Q: In Tokyo Ever After, Izumi discovers that the father she’s never known is the Crown Prince of Japan and that she herself is an Imperial Princess. Can you tell us a little bit about the Japanese Imperial Family and what kind of research you had to do while writing Tokyo Ever After? Did you learn anything interesting or surprising about Japan or the Imperial Family that you didn’t know before?


A: I did a ton of research for this book. I devoured biographies, history texts, banned books, periodicals, web searches, and attended lectures. All of this came together like puzzle pieces to make a whole picture of the imperial family of Japan—their politics, their personal lives, their public lives. I am also fortunate to have friends in Japan who consulted on the book, helping bring Tokyo and Kyoto to life. 
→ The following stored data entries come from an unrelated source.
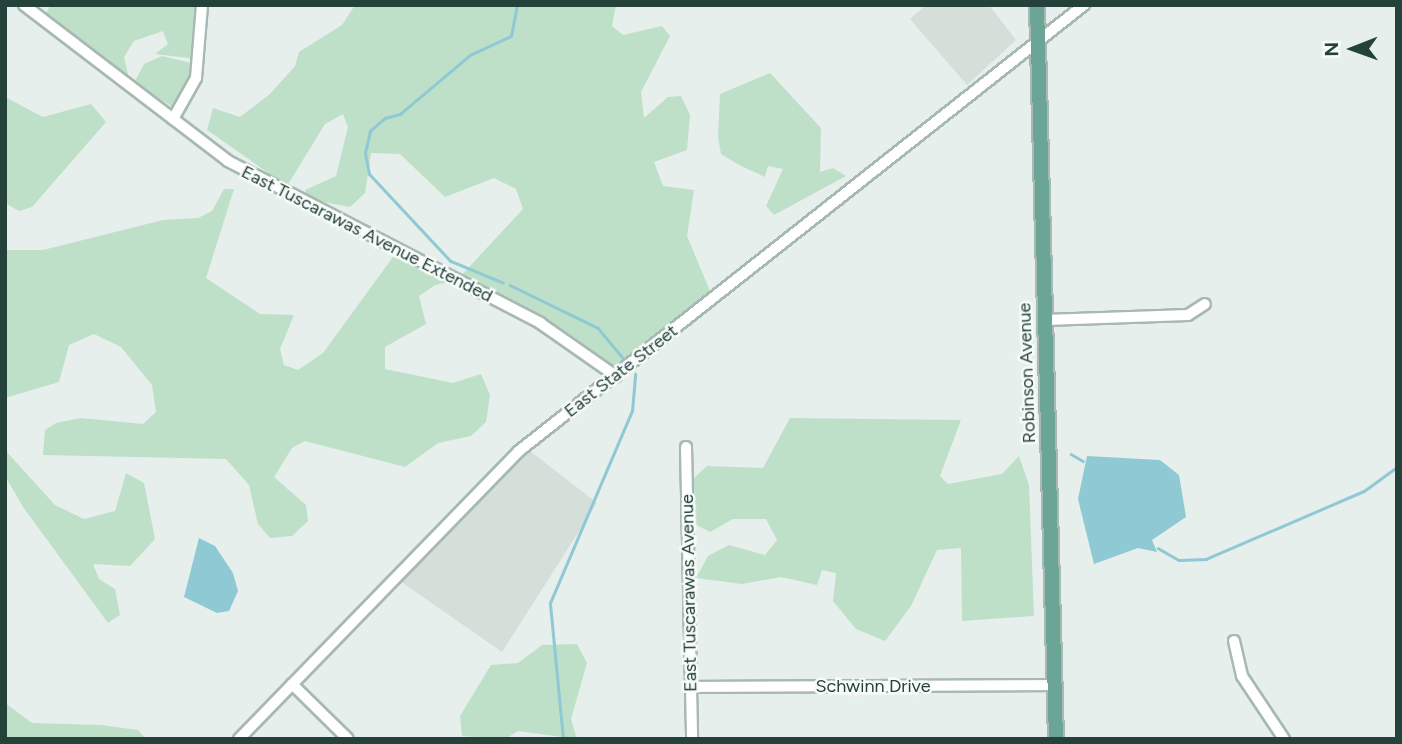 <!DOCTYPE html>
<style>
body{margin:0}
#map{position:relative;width:1402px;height:744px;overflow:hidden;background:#e6efeb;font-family:Figtree,sans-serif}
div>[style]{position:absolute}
.built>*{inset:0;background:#d4dfda}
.green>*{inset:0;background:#bfe0c8}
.water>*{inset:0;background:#8ec9d4}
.stream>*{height:2.5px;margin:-1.25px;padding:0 1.25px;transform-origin:1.25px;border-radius:1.25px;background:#8ec9d4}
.roads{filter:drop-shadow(2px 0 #a8b8b2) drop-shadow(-2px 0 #a8b8b2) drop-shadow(0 2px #a8b8b2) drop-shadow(0 -2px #a8b8b2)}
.minor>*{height:10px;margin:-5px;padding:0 5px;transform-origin:5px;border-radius:5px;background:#fff}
.major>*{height:14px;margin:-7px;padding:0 7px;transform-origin:7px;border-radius:7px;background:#6aa596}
span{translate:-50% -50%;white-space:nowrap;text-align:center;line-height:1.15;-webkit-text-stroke:5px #f7fbf9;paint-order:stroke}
.street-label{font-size:18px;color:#24423a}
.frame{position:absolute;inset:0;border:7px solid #24423a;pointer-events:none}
.north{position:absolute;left:1318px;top:14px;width:70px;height:70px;-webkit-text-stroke:5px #f7fbf9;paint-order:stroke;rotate:269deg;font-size:19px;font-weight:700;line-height:28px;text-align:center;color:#24423a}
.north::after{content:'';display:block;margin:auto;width:24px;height:32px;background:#24423a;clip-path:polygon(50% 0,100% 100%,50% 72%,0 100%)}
</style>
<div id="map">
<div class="built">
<div style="clip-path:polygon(926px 5px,989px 5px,1016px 40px,967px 85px,910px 19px)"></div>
<div style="clip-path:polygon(530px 451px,597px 503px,502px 652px,400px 581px)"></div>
</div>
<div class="green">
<div style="clip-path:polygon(50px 5px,198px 5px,197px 59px,155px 54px,168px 44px,163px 31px,134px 41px,124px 57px,129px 79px,45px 16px)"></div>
<div style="clip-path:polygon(355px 5px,616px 5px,612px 26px,623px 35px,662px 26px,670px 36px,641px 92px,644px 118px,668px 97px,681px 96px,690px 115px,687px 150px,654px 162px,663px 186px,694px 190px,687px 236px,710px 291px,610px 369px,457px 280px,435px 285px,419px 296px,426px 324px,385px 347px,385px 369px,453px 383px,481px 374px,490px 395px,486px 422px,471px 436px,438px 443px,405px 467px,305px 441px,292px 448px,274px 477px,306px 505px,308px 521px,292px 536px,270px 538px,258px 524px,249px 485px,226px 459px,43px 455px,45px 430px,56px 423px,81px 418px,143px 424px,156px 412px,152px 385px,121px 347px,94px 334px,69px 345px,59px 382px,5px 398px,5px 250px,43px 250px,163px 220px,198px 218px,212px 211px,224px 189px,234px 189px,206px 278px,260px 314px,294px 315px,280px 349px,284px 365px,298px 370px,323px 353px,398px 250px,457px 280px,523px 209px,516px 189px,494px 178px,445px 197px,400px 154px,371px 153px,365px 193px,350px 207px,308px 199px,305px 190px,336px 176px,348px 127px,343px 114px,325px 124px,287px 186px,207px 130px,213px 108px,240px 117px,270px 94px,295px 66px,299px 52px,342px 25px)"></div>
<div style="clip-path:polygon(162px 56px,195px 64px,180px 102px,171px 106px,134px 83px,144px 64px)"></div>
<div style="clip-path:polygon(770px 73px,821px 128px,820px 172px,833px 168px,846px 176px,774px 215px,766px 206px,783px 169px,768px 166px,765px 177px,739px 165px,721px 154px,718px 137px,720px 94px)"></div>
<div style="clip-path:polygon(5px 97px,43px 117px,91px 104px,106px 122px,32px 207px,19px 211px,5px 203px)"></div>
<div style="clip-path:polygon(790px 418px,961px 420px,940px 476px,948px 484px,1002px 474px,1019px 456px,1029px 485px,1034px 616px,962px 621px,961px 548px,937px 550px,911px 606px,885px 641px,856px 629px,833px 601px,836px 573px,822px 570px,817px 585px,781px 577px,742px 584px,696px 578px,708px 556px,729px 545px,765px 555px,777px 540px,766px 519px,733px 519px,710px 532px,693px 523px,694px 478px,707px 466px,763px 468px)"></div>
<div style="clip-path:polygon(5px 450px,55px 505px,84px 519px,115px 511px,126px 473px,144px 483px,155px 539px,130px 566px,93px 564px,99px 579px,115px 589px,120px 615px,108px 623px,23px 507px,5px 476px)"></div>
<div style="clip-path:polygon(577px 644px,587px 663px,571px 719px,577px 739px,518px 731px,505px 739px,462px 736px,460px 716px,491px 665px,518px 663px,542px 645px)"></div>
<div style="clip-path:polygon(5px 703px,32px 723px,101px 725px,138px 730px,146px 739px,5px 739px)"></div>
</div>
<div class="water">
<div style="clip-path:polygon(1087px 456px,1160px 460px,1179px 475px,1186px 517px,1152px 540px,1157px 552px,1138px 548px,1094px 564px,1078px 499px)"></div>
<div style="clip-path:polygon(199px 538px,215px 546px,233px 573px,238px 591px,229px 611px,217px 613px,184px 597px)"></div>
</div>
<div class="stream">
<div style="left:503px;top:283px;width:57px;rotate:-157.5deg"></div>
<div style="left:450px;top:261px;width:119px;rotate:-133deg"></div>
<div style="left:369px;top:174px;width:21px;rotate:-101deg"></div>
<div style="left:365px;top:153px;width:23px;rotate:-77deg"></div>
<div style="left:370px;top:131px;width:20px;rotate:-41deg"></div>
<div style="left:385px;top:118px;width:16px;rotate:-15deg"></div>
<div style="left:400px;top:114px;width:92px;rotate:-40.1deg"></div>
<div style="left:470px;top:55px;width:45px;rotate:-24.9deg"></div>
<div style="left:511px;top:36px;width:32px;rotate:-79deg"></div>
<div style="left:510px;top:285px;width:98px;rotate:26deg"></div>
<div style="left:598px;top:328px;width:39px;rotate:50deg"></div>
<div style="left:1071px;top:454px;width:14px;rotate:30deg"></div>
<div style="left:1158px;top:548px;width:24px;rotate:30deg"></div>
<div style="left:1179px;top:560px;width:27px;rotate:-2deg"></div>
<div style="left:1206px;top:559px;width:172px;rotate:-23.3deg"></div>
<div style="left:1364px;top:491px;width:41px;rotate:-36deg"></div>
<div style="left:563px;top:739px;width:137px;rotate:-95.5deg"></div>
<div style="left:550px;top:603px;width:209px;rotate:-66.9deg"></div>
<div style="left:632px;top:411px;width:37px;rotate:-85deg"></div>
</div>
<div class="roads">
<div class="minor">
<div style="left:24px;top:5px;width:257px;rotate:37.4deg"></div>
<div style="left:228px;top:161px;width:352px;rotate:27.4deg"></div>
<div style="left:540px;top:323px;width:93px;rotate:34.9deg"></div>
<div style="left:173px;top:119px;width:47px;rotate:-60.7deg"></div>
<div style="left:196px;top:78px;width:73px;rotate:-85.3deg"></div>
<div style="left:1045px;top:320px;width:143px;rotate:-2deg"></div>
<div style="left:1188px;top:315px;width:20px;rotate:-33deg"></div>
<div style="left:686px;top:447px;width:292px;rotate:88.8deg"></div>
<div style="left:1234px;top:641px;width:36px;rotate:77deg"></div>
<div style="left:1242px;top:676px;width:76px;rotate:56.3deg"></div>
<div style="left:292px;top:684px;width:78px;rotate:44.5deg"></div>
<div style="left:691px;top:687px;width:364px;rotate:-0.3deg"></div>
<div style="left:239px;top:739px;width:402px;rotate:-45.8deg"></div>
<div style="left:519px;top:451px;width:720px;rotate:-38.29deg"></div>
</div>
<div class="major">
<div style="left:1037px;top:5px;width:734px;rotate:88.52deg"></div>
</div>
</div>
<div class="street-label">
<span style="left:367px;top:234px;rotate:27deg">East Tuscarawas Avenue Extended</span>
<span style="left:621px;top:371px;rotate:-38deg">East State Street</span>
<span style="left:1027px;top:373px;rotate:-92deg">Robinson Avenue</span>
<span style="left:689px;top:593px;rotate:-91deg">East Tuscarawas Avenue</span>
<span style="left:873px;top:686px">Schwinn Drive</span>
</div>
<div class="frame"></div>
<div class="north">N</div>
</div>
Q: Tokyo Ever After is such a transporting, escapist read that will make people want to hop on a plane to Japan as soon as quarantine is over. Which places in Japan—from the glitzy palaces in Tokyo to the temples and bamboo groves in Kyoto—were the most fun to write about, and what are you most excited for readers to experience while following Izumi’s escapades?


A: While I enjoyed writing about Japan in general, I adored writing about Kyoto. It is such a special city and many ways, the heart of Japan. And I think, or at least hope, that shows through the text.
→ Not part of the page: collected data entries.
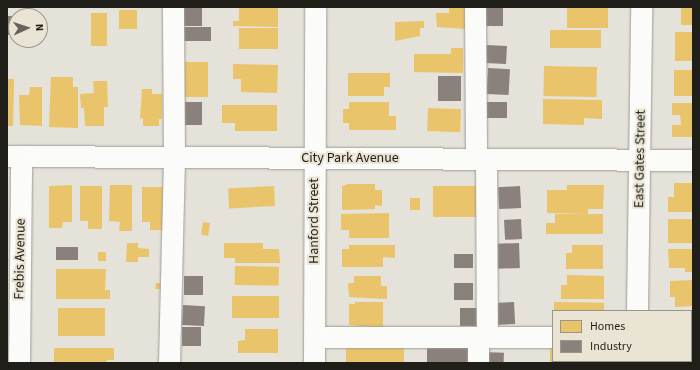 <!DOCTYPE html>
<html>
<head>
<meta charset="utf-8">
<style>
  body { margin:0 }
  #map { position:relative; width:700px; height:370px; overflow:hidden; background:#e5e2d9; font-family:"Source Sans 3",sans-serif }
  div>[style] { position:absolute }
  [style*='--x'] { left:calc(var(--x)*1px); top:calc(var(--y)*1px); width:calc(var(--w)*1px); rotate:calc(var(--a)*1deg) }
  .homes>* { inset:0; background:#e9c46a; transform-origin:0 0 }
  .industry>* { inset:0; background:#8a817c; transform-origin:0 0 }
  .roads { filter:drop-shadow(0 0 1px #9e9b95) drop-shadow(0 0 1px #9e9b95) }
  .minor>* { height:21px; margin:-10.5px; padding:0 10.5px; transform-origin:10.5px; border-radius:10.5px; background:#fbfbf9 }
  span { translate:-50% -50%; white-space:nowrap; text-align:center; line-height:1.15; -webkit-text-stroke:4px #eae4d4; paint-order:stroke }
  .street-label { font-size:14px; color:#201e18 }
  .frame { position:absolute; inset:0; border:8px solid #201e18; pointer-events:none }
  .legend { position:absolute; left:552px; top:310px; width:140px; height:52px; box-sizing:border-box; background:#eae4d4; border:1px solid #999589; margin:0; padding:5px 7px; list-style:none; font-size:12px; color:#201e18 }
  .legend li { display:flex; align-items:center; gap:8px; height:20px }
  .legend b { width:20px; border:1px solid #999589 }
  .north { position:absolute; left:8px; top:8px; width:40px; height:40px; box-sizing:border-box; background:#eae4d4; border:1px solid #999589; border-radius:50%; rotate:87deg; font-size:11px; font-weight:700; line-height:16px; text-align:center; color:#201e18 }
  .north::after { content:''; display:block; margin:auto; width:14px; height:18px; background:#65635c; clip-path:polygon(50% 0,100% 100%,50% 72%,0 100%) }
</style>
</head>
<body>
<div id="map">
  <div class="homes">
    <div style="clip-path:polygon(239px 7px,278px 7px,278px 27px,233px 26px,233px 21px,239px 21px)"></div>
    <div style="clip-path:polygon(449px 7px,465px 7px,466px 29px,437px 27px,436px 13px,449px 13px)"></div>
    <div style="left:567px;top:7px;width:41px;height:21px"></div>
    <div style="left:681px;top:7px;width:12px;height:18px"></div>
    <div style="left:119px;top:10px;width:18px;height:19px"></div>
    <div style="left:91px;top:13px;width:16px;height:33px"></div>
    <div style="clip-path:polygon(424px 21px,424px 28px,420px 28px,420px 36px,395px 41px,395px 22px)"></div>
    <div style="left:239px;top:28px;width:39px;height:21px"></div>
    <div style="left:550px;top:30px;width:51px;height:18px"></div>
    <div style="left:675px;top:32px;width:18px;height:29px"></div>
    <div style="clip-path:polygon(451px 48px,463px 48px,463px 73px,414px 72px,414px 54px,451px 54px)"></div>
    <div style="left:180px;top:62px;width:28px;height:35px"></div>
    <div style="clip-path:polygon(233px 64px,278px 65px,277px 93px,241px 92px,241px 79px,233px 79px)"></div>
    <div style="left:544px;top:66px;width:53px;height:30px;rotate:1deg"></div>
    <div style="left:674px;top:70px;width:19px;height:26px"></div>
    <div style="clip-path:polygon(348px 73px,390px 73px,390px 87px,384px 87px,384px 96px,348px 96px)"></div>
    <div style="clip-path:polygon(51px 77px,73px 77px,73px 87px,78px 87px,78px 128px,49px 127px)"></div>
    <div style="clip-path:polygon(7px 79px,14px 79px,13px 126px,7px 126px)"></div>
    <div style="clip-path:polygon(93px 81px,107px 81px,108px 107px,104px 107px,104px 126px,85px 126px,84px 108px,81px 108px,80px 94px,94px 93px)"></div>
    <div style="clip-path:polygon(30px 87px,42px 87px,42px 126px,20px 125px,19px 95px,29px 95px)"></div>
    <div style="clip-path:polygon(142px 89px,152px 89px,152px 94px,162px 94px,162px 119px,159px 119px,159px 126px,143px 126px,143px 118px,140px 119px)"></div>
    <div style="clip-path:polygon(543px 99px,602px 100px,602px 119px,584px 118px,584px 125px,543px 124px)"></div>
    <div style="clip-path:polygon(349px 102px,389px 102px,389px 116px,396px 116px,396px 130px,349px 130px,349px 123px,343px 123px,343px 109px,349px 109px)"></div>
    <div style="clip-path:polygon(672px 103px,693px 103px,693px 137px,672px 137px,672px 125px,681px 125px,680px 115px,672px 115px)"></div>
    <div style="clip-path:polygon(222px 105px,277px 105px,277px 131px,235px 131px,235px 123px,222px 123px)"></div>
    <div style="left:428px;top:108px;width:33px;height:23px;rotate:2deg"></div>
    <div style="clip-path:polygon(674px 183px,693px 183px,693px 212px,668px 212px,668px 197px,674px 197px)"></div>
    <div style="clip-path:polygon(348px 184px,375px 184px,375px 190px,382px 190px,382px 206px,375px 205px,375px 209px,342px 210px,342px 186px)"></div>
    <div style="clip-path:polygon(72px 185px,72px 222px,63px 222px,62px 228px,49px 228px,49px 186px)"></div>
    <div style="clip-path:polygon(110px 185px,132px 185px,132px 231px,119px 231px,120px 222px,109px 221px)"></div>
    <div style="clip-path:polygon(567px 185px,604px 185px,603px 209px,588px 209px,588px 214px,547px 213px,547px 190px,567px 190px)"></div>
    <div style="clip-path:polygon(80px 186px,102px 186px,102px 229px,88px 229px,88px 221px,80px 221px)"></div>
    <div style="left:274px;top:186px;width:20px;height:46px;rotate:87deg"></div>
    <div style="left:433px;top:186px;width:46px;height:31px"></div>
    <div style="clip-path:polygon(142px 187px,163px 187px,163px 230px,150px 230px,150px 222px,142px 222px)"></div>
    <div style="left:420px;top:198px;width:12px;height:10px;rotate:90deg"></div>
    <div style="clip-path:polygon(389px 213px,389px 238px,349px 238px,349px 230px,341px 230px,341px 214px)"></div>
    <div style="clip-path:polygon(555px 214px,603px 214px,603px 234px,546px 234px,546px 223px,555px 223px)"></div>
    <div style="left:668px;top:219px;width:25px;height:24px"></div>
    <div style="left:203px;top:222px;width:7px;height:13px;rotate:8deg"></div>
    <div style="clip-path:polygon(127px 243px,138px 243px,138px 248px,149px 249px,149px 257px,138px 257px,138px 262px,126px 262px)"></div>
    <div style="clip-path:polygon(224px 243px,263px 243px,263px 249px,279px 249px,280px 263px,235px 263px,235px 258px,224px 258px)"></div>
    <div style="clip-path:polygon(349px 245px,395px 245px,395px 258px,383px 257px,383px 267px,342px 267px,342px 249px,349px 249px)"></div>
    <div style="clip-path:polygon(572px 245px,603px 245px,603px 269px,566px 269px,566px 253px,572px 253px)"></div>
    <div style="clip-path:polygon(668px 249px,693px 249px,693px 272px,685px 272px,685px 268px,669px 268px)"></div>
    <div style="left:98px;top:252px;width:8px;height:9px"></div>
    <div style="left:235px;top:266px;width:44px;height:19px;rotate:1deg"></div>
    <div style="clip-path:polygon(56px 269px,106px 269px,105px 290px,110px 290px,110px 299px,56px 299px)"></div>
    <div style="clip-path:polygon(567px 275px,604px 276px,604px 299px,561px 299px,561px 285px,567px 285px)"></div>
    <div style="clip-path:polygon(354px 276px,381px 276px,381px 286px,387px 286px,387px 299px,349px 297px,348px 283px,354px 283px)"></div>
    <div style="clip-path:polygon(693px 280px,693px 306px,675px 307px,675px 297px,670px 297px,670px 281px)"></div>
    <div style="clip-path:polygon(156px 283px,161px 283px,161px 289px,155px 289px)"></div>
    <div style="left:232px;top:296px;width:47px;height:22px"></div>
    <div style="clip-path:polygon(355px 302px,383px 302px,383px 328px,349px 325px,349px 304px,355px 304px)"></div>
    <div style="left:554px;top:302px;width:50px;height:9px;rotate:1deg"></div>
    <div style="left:58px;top:308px;width:47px;height:28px"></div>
    <div style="left:691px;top:312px;width:2px;height:21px"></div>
    <div style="clip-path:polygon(245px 329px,278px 329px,278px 353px,238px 353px,238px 341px,245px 340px)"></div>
    <div style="clip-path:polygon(691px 342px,693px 363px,676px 363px,691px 361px)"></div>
    <div style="left:346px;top:344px;width:58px;height:19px"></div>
    <div style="clip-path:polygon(550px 347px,553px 347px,553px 361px,607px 363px,550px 363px)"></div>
    <div style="clip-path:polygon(54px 348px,114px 348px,114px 360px,107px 360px,106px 363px,54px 363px)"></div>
  </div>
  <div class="industry">
    <div style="left:180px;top:7px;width:22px;height:19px"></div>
    <div style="left:482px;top:7px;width:21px;height:19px"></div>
    <div style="left:7px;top:16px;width:9px;height:19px"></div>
    <div style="left:211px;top:27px;width:14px;height:29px;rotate:90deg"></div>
    <div style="left:486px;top:45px;width:21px;height:18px;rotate:3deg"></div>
    <div style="left:488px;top:68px;width:22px;height:26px;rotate:3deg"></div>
    <div style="left:438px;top:76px;width:23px;height:25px"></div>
    <div style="left:180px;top:102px;width:22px;height:23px"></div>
    <div style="left:484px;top:102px;width:23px;height:16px"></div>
    <div style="left:520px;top:186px;width:22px;height:22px;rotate:87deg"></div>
    <div style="left:521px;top:219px;width:20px;height:17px;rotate:87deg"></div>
    <div style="left:519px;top:243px;width:25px;height:24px;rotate:88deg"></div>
    <div style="left:56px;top:247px;width:22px;height:13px"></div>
    <div style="left:454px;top:254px;width:19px;height:14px"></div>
    <div style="left:184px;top:276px;width:19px;height:19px"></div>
    <div style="left:454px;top:283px;width:19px;height:17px"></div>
    <div style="left:514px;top:302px;width:22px;height:21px;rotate:87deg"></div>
    <div style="left:183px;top:305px;width:22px;height:20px;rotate:3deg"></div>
    <div style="left:460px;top:308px;width:18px;height:18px"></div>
    <div style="left:182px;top:327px;width:19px;height:19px"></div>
    <div style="left:427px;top:346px;width:41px;height:17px"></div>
    <div style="left:481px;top:352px;width:23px;height:11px;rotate:2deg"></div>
    <div style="left:188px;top:362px;width:21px;height:1px"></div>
  </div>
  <div class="roads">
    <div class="minor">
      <div style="--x:475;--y:7;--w:152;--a:89.6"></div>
      <div style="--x:7;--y:156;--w:686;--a:0.33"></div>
      <div style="--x:486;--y:159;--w:178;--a:89.7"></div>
      <div style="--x:637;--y:311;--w:304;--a:-89.2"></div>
      <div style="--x:314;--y:337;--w:239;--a:0"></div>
      <div style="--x:19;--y:363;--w:207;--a:-89.4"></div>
      <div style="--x:169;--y:363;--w:206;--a:-88.6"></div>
      <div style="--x:174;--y:157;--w:150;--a:-90.4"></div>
      <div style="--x:314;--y:363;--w:356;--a:-89.8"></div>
      <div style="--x:478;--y:363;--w:26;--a:-90"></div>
      <div style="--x:637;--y:363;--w:2;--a:-90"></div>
    </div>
  </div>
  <div class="street-label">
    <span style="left:350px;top:158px">City Park Avenue</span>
    <span style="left:640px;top:159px;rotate:-89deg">East Gates Street</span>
    <span style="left:314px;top:221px;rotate:-90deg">Hanford Street</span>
    <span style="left:20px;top:259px;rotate:-89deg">Frebis Avenue</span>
  </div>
  <div class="frame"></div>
  <ul class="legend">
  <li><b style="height:11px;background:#e9c46a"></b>Homes</li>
  <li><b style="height:11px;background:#8a817c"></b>Industry</li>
  </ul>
  <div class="north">N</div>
</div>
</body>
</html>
Q: In addition to taking us on a transporting journey through Japan and some of its famous cities and landmarks, Tokyo Ever After also offers readers something of a food tour through Tokyo. Do you have any favorite Japanese foods or snacks that you especially wanted to incorporate into the book?


A: I love dorayaki, which I think shows in the book. Unfortunately, my love for it does not translate into being able to make it.

Q: Tokyo Ever After features a seriously brooding Imperial bodyguard named Akio, who you have referred to as “offensively hot.” What can you tease about his character and his relationship with Izumi?


A: It is very much an enemies-to-friends-to-maybe more situation—there are a lot of sparks between the two!

Q: What books are currently on your nightstand?


A: I am making my way through some great YA and women’s fiction novels right now—Firekeeper’s Daughter by Angeline Boulley, The Invisible Life of Addie Larue by V.E. Schwab, and Klara and the Sun by Kazuo Ishiguro.

Q: Lastly, we have to ask – what are you working on next? (We heard that a sequel to Tokyo Ever After might already be in the works!) Without giving too much away, can you give readers any hints as to what they can expect from your next book?


A: I don’t think I can say too much other than there will be a second Tokyo Ever After book. I promise more romance, more kissing, and more royal romps!